Saved data entries:
· · · · ·
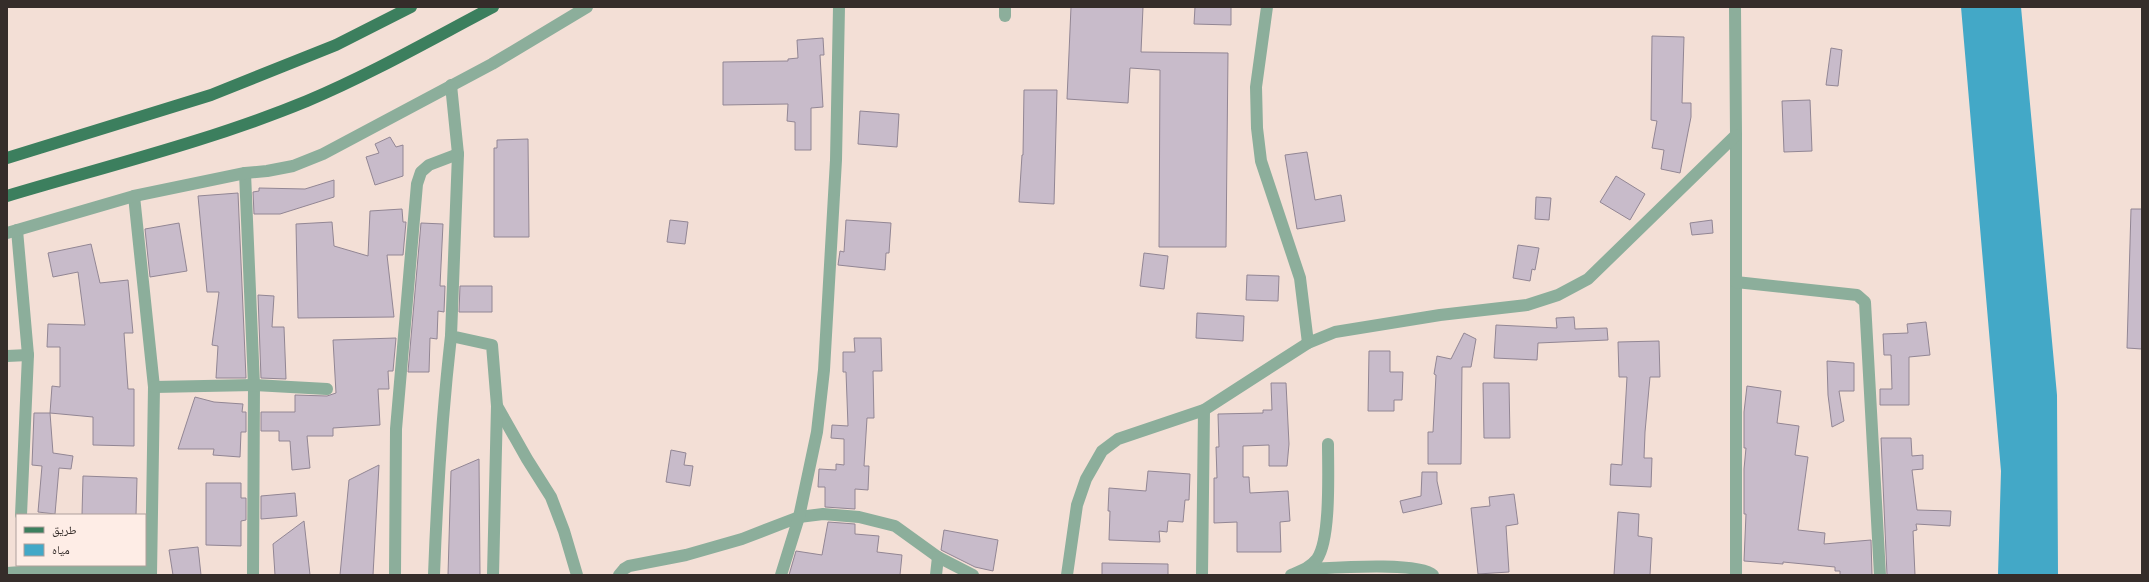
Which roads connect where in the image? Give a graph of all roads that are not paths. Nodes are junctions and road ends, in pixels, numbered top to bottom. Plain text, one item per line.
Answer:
1 (411, 7) edge
2 (493, 7) edge
3 (588, 7) edge
4 (839, 7) edge
5 (1267, 7) edge
6 (1735, 7) edge
7 (451, 86) junction
8 (1736, 135) junction
9 (458, 154) junction
10 (7, 158) edge
11 (245, 173) junction
12 (7, 196) edge
13 (134, 196) junction
14 (12, 232) edge
15 (1736, 282) junction
16 (451, 336) junction
17 (1308, 343) junction
18 (28, 354) junction
19 (7, 356) edge
20 (254, 385) junction
21 (154, 387) junction
22 (328, 389) dead end
23 (497, 406) junction
24 (1204, 410) junction
25 (1328, 444) dead end
26 (21, 514) edge
27 (799, 517) junction
28 (938, 557) junction
29 (1306, 569) junction
30 (15, 571) edge
31 (151, 573) edge
32 (254, 575) edge
33 (395, 575) edge
34 (434, 575) edge
35 (493, 575) edge
36 (576, 575) edge
37 (620, 575) edge
38 (781, 575) edge
39 (936, 575) edge
40 (973, 575) edge
41 (1067, 575) edge
42 (1202, 575) edge
43 (1291, 575) edge
44 (1434, 575) edge
45 (1736, 575) edge
46 (1880, 575) edge

1 - 10 main road
2 - 12 main road
3 - 7 street
4 - 27 street
5 - 17 street
6 - 8 street
7 - 9 street
7 - 11 street
8 - 15 street
8 - 17 street
9 - 16 street
9 - 33 street
11 - 13 street
11 - 20 street
13 - 14 street
13 - 21 street
14 - 18 street
15 - 45 street
15 - 46 street
16 - 23 street
16 - 34 street
17 - 24 street
18 - 19 street
18 - 26 street
20 - 21 street
20 - 22 street
20 - 32 street
21 - 31 street
23 - 35 street
23 - 36 street
24 - 41 street
24 - 42 street
25 - 29 street
27 - 28 street
27 - 37 street
27 - 38 street
28 - 39 street
28 - 40 street
29 - 43 street
29 - 44 street
30 - 31 street

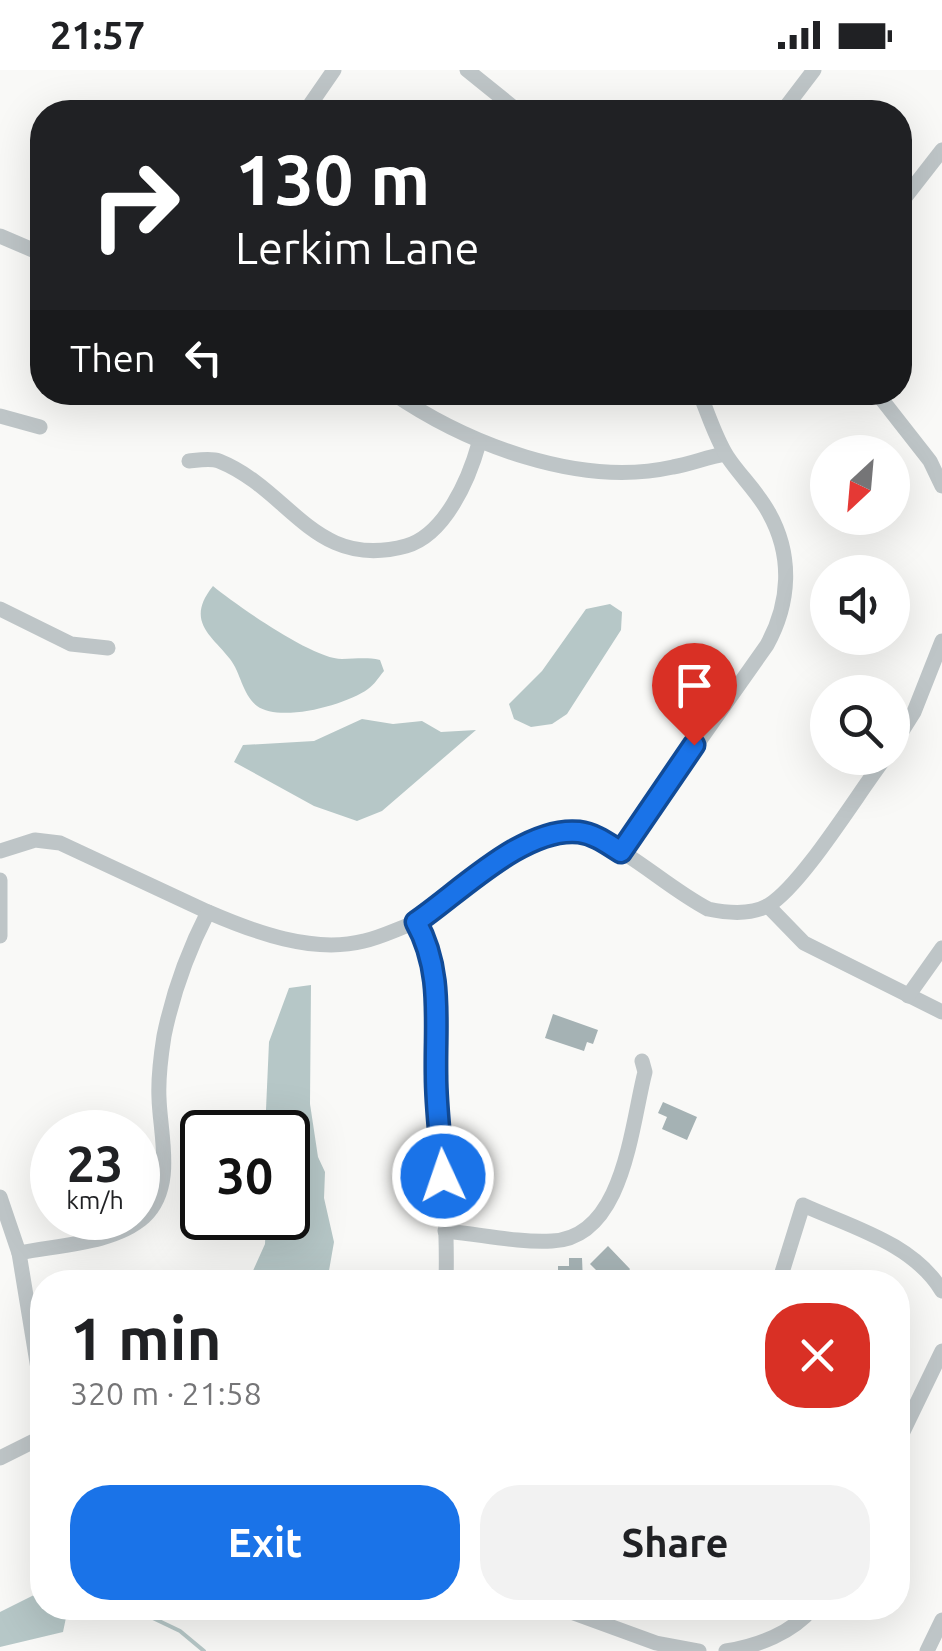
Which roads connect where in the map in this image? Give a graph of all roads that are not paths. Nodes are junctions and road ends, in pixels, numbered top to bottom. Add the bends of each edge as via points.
1 (334, 70) edge
2 (467, 70) edge
3 (814, 70) edge
4 (313, 100) edge
5 (504, 100) edge
6 (791, 100) edge
7 (942, 150) edge
8 (912, 189) edge
9 (0, 236) edge
10 (30, 249) edge
11 (410, 405) edge
12 (704, 405) edge
13 (886, 405) edge
14 (0, 416) edge
15 (40, 427) dead end
16 (480, 444) junction
17 (725, 454) junction
18 (189, 461) dead end
19 (942, 486) edge
20 (0, 609) edge
21 (942, 641) edge
22 (108, 648) dead end
23 (910, 719) edge
24 (873, 775) edge
25 (0, 850) edge
26 (621, 852) junction
27 (0, 880) edge
28 (768, 906) junction
29 (208, 912) junction
30 (416, 922) junction
31 (0, 936) edge
32 (942, 948) edge
33 (908, 996) junction
34 (942, 1012) edge
35 (642, 1061) dead end
36 (0, 1197) edge
37 (445, 1231) junction
38 (19, 1254) junction
39 (446, 1270) edge
40 (783, 1270) edge
41 (942, 1290) edge
42 (30, 1321) edge
43 (942, 1351) edge
44 (910, 1417) edge
45 (30, 1443) edge
46 (0, 1458) edge
47 (593, 1620) edge
48 (798, 1620) edge
49 (942, 1620) edge
50 (755, 1649) edge
51 (699, 1651) edge
52 (726, 1651) edge
53 (927, 1651) edge

1 - 4 street
2 - 5 street
3 - 6 street
7 - 8 street
9 - 10 street
11 - 16 street
12 - 17 street
13 - 19 street
14 - 15 street
16 - 17 street via 612,470 673,468
16 - 18 street via 442,519 416,543 381,552 350,550 312,531 217,460
17 - 26 street via 768,512 784,547 781,619
20 - 22 street via 70,644
21 - 23 street
24 - 28 street
25 - 29 street via 36,840 60,843
26 - 28 street via 708,909 728,914
26 - 30 street via 578,832 545,837 522,846
27 - 31 street
28 - 33 street via 804,943
29 - 30 street via 275,936 324,944 363,942
29 - 38 street via 164,1038 160,1190 145,1216 118,1232
30 - 37 street via 437,989
32 - 33 street
33 - 34 street
35 - 37 street via 620,1181 594,1223 555,1242
36 - 38 street
37 - 39 street
38 - 42 street
40 - 41 street via 802,1205 905,1252
43 - 44 street
45 - 46 street
47 - 51 street
48 - 50 street
49 - 53 street
50 - 52 street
· · · · ·
● **What needs to be done**
Read through the entries and copy each line in which "dead" appears.

● **Task solution**
22 (328, 389) dead end
25 (1328, 444) dead end
15 (40, 427) dead end
18 (189, 461) dead end
22 (108, 648) dead end
35 (642, 1061) dead end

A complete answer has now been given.